E in unione con il pronome la:


avercela ‘essere arrabbiato con qualcuno’: ce l’ho con lei
farcela ‘riuscire’: sono sicuro che ce la farete

Se si riferisce a una persona ci si usa normalmente solo con il significato ‘con lui’, ‘con lei’, ‘con
loro’: non ci voglio uscire con lei. L’uso di ci con il significato di ‘a lui’, ‘a lei’, ‘a loro’ non è dello
standard ma di varietà substandard (ci ho detto va evitato nello scritto formale e anche medio).
Nell’italiano parlato e nello scritto informale ci si usa anche come rafforzativo del verbo avere: ci
ho fame (a volte scritto anche c’ho o ciò fame nei messaggi informali). Si usa quasi sempre quando
l’oggetto di avere è un pronome personale: come accade, ad esempio, in battute di dialogo come
questa (dove ci ha la forma ce):
- I biglietti ? - Ce li ho io.
- Il biglietto? – Ce l’ho (obbligatorio in questo caso, nessuno risponderebbe ?L’ho).
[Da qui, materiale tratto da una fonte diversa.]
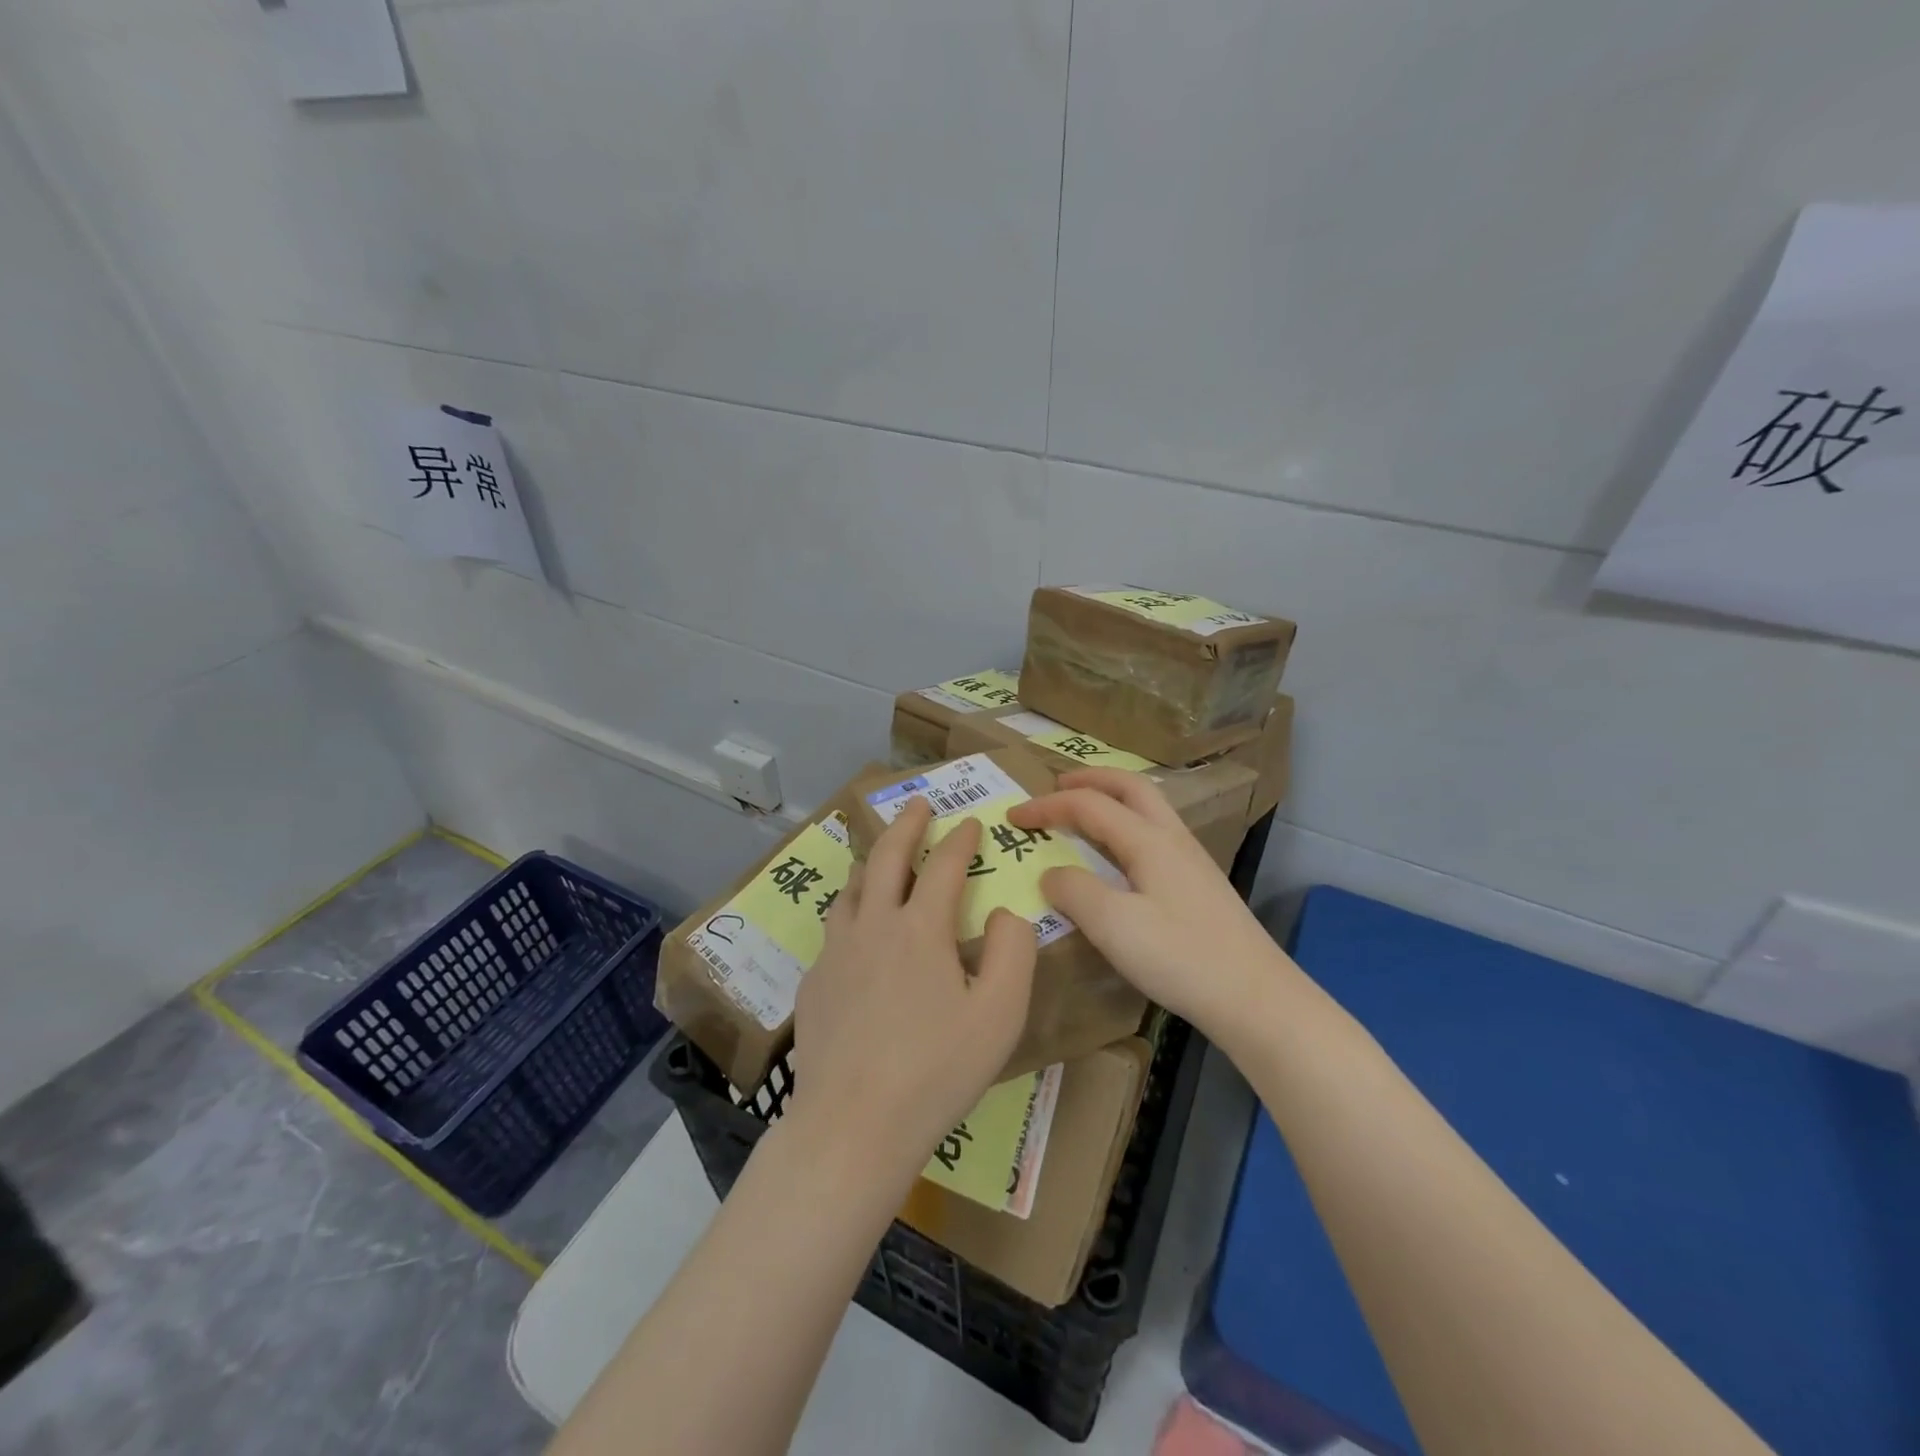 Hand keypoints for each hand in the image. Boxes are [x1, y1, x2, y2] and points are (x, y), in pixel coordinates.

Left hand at [790, 797, 1037, 1186]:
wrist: (853, 1126)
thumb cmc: (937, 1070)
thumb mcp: (999, 1014)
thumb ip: (1012, 951)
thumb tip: (1002, 912)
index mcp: (920, 929)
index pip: (943, 866)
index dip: (960, 840)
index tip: (971, 824)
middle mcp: (873, 926)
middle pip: (886, 858)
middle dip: (906, 825)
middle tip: (918, 803)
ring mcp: (835, 953)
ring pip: (851, 889)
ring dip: (870, 863)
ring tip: (881, 857)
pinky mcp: (814, 983)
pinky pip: (834, 930)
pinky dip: (852, 912)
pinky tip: (857, 933)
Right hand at [1007, 769, 1295, 1041]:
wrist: (1255, 997)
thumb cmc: (1180, 957)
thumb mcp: (1113, 926)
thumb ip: (1074, 891)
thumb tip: (1051, 874)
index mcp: (1148, 840)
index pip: (1089, 805)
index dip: (1047, 806)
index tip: (1013, 816)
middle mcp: (1172, 838)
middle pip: (1129, 787)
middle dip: (1089, 779)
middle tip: (1056, 785)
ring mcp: (1190, 860)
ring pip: (1147, 808)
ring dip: (1111, 798)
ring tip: (1083, 812)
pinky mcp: (1198, 884)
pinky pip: (1154, 833)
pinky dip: (1126, 825)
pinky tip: (1119, 855)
Con quest’uso il ci è detto “ci attualizzante”: c(i) ho fame, c(i) ho sonno ecc.
L’uso del ci attualizzante è tipico dell’italiano parlato medio in tutta l’Italia. La sua
rappresentazione grafica non si è ancora stabilizzata: si può trovare scritto, ma solo in messaggi
molto informali, o nella prosa narrativa che imita consapevolmente il parlato, in questi tre modi:
c’ho fame, ci ho fame, ciò fame.

Tra gli usi pronominali dell’italiano contemporaneo parlato (colloquiale e poco sorvegliato) c’è
quello del che come relativo analitico: un medico che gli posso telefonare, una spiaggia che ci
torno sempre volentieri (quest’uso sarà approfondito nelle lezioni sul parlato).